My primary difficulty is how to effectively target only the specific point that the mouse has hovered over for a prolonged period.

  • Precise Point Targeting in Shader: How can I pass information to the CustomShader that allows it to uniquely identify and modify just the hovered point’s size (and potentially color), rather than all points within a general radius? Is there a way to leverage featureId or other per-feature properties within the shader for this purpose?

Any insights, alternative approaches, or examples demonstrating precise point targeting and sustained hover detection for Cesium3DTileset point clouds would be immensely helpful!

Thank you in advance for your time and expertise.

Best regards,
Sarah O.

1 Like

Hi @Sarah_Osay ,

Thanks for your post and for being part of the Cesium community.

For the first approach you outlined, some extra steps would be required. Here is a previous thread discussing the approach How do you pick point in a point cloud? - #4 by Alexander_Johannesen

For the second approach, as you suggested, of you assigned feature IDs to each point, they would be available thought the custom shader API, and you could use them to modify the appearance of the points. cesium/Documentation/CustomShaderGuide at main · CesiumGS/cesium · GitHub

Please let us know if these resources are a step in the right direction or if you have further questions about either approach.
Thanks,
Luke

Hello @Luke_McKinstry ,

Thank you for the warm welcome and for pointing me to those resources!

The link to the custom shader guide is very helpful and confirms that’s the right direction for manipulating the points once I can identify them.

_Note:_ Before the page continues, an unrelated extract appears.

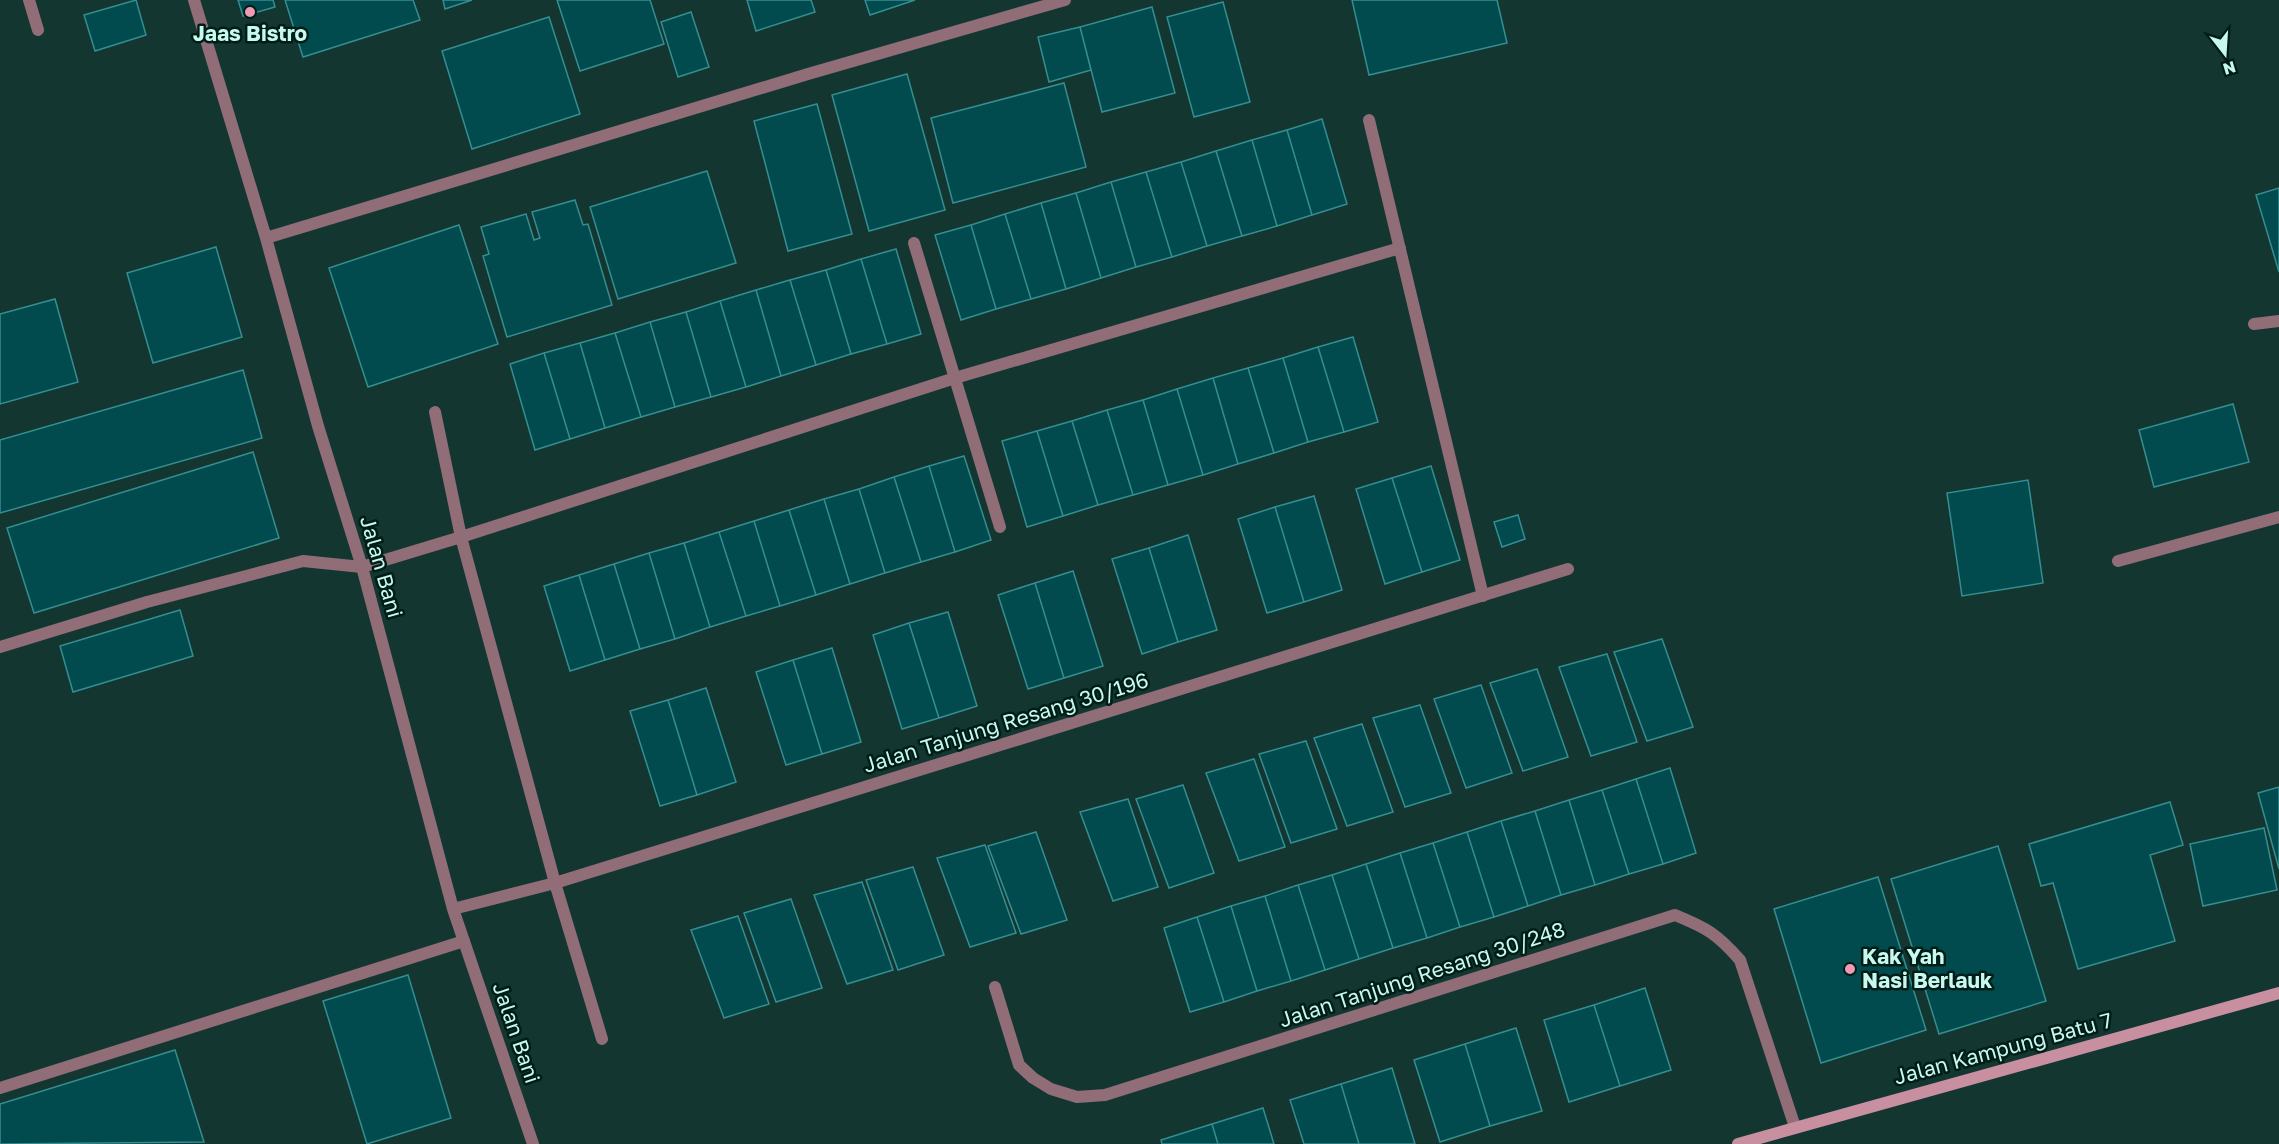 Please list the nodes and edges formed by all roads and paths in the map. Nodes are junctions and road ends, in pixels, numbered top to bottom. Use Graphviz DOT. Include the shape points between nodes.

My current challenge is actually one step before applying the shader. When I generate and load my Cesium3DTileset, the points don’t appear to have any feature IDs assigned. For example, when I inspect a point in the viewer, feature.featureId is undefined. This leads me to believe I’m missing a key step during the tiling process itself.

Could you offer some guidance on how to properly embed these per-point feature IDs into the .pnts files when creating the tileset? I’m trying to figure out if there’s a specific property name I need to use in my source data (e.g., in a LAS or LAZ file) or a particular configuration/flag I need to use with the point-cloud-tiler to ensure these IDs are generated correctly.

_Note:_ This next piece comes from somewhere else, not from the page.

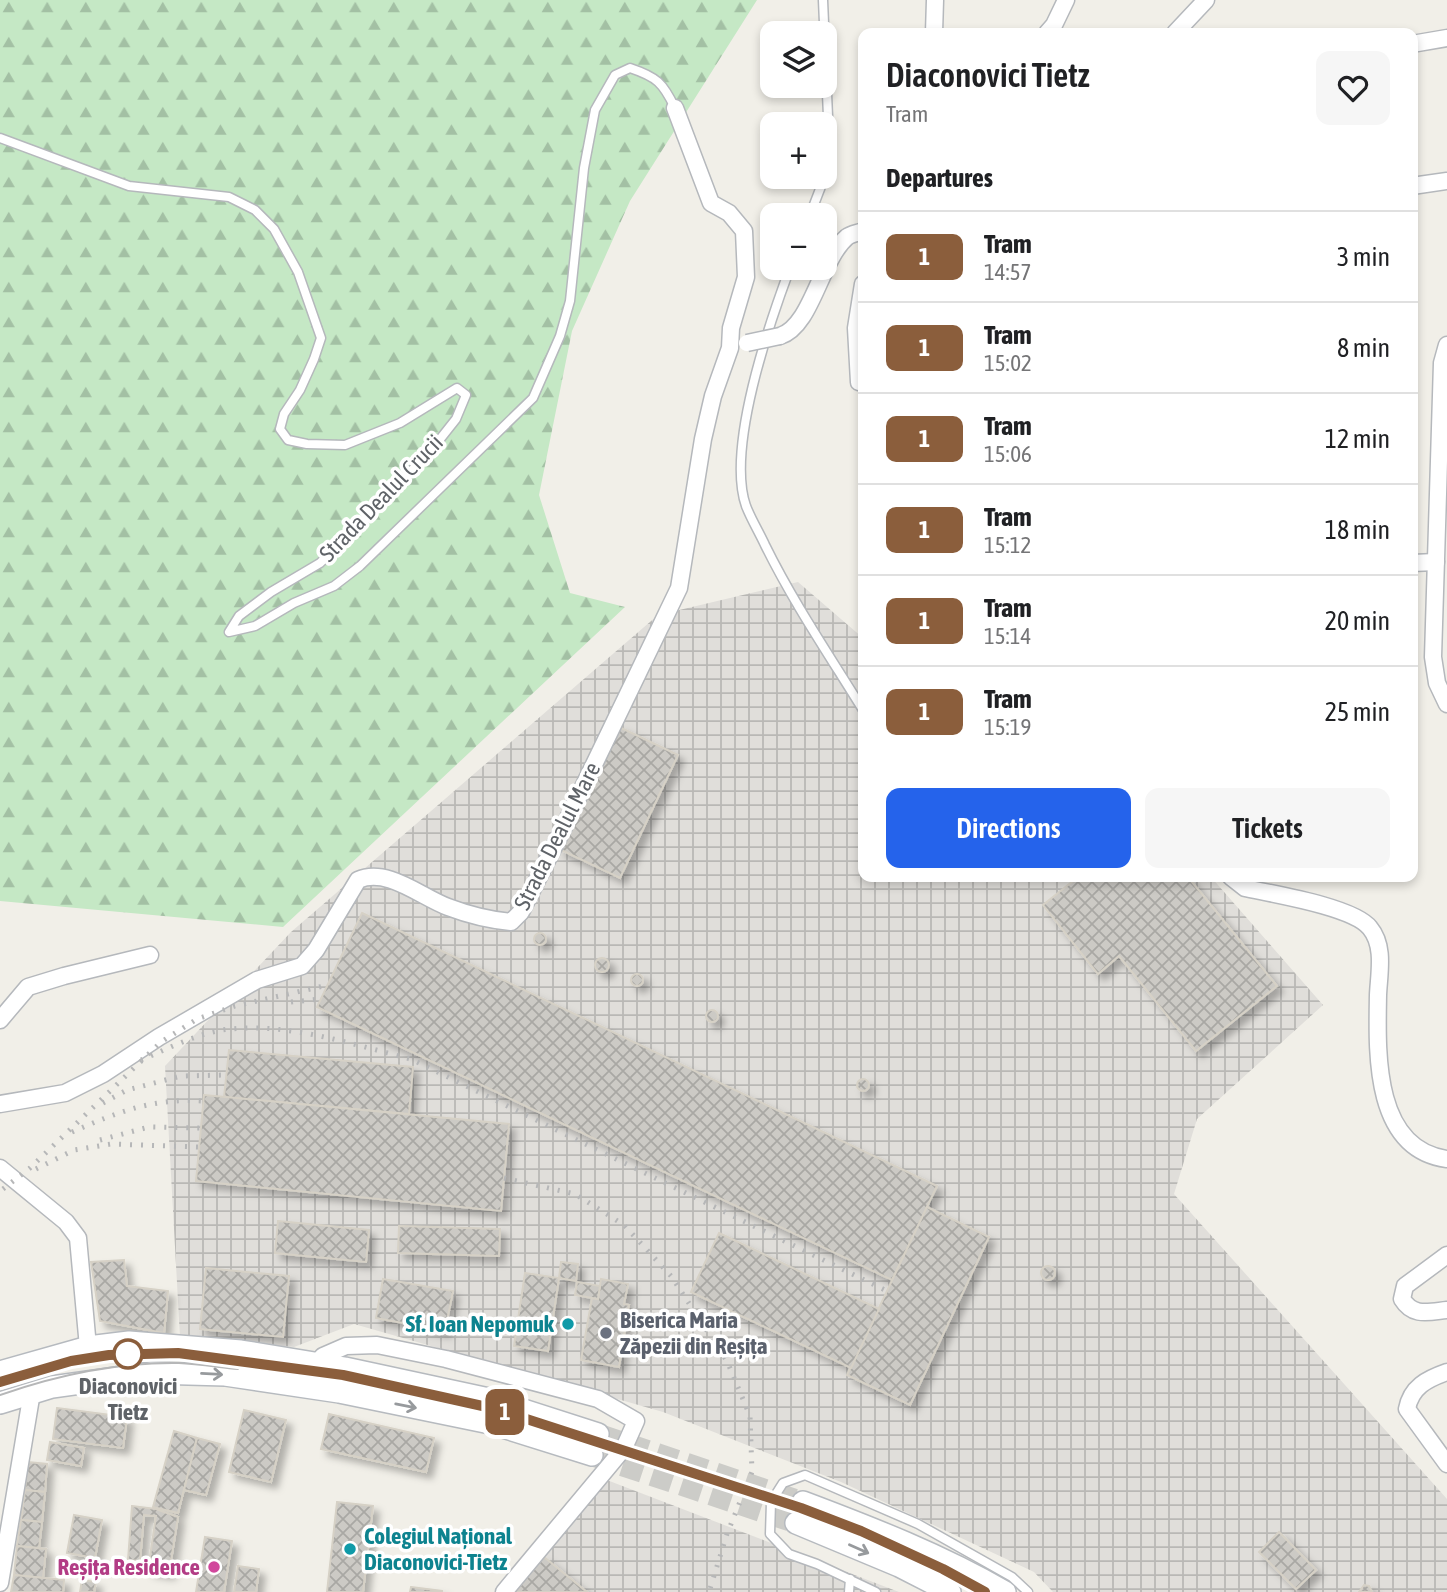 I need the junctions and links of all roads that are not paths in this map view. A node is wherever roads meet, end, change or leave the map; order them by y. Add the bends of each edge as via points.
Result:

Any advice on that data preparation or tiling step would be greatly appreciated.

Thanks again for your help!

Sarah O.

Hi @Sarah_Osay ,

Thank you for your follow up question regarding passing metadata from a LAS or LAZ file into a 3D Tileset.

A thread was opened on the same topic here.

Is the information shared there helpful to you understanding how you setup metadata so that is passes through to the generated 3DTiles? If not please let us know and we would be happy to further assist.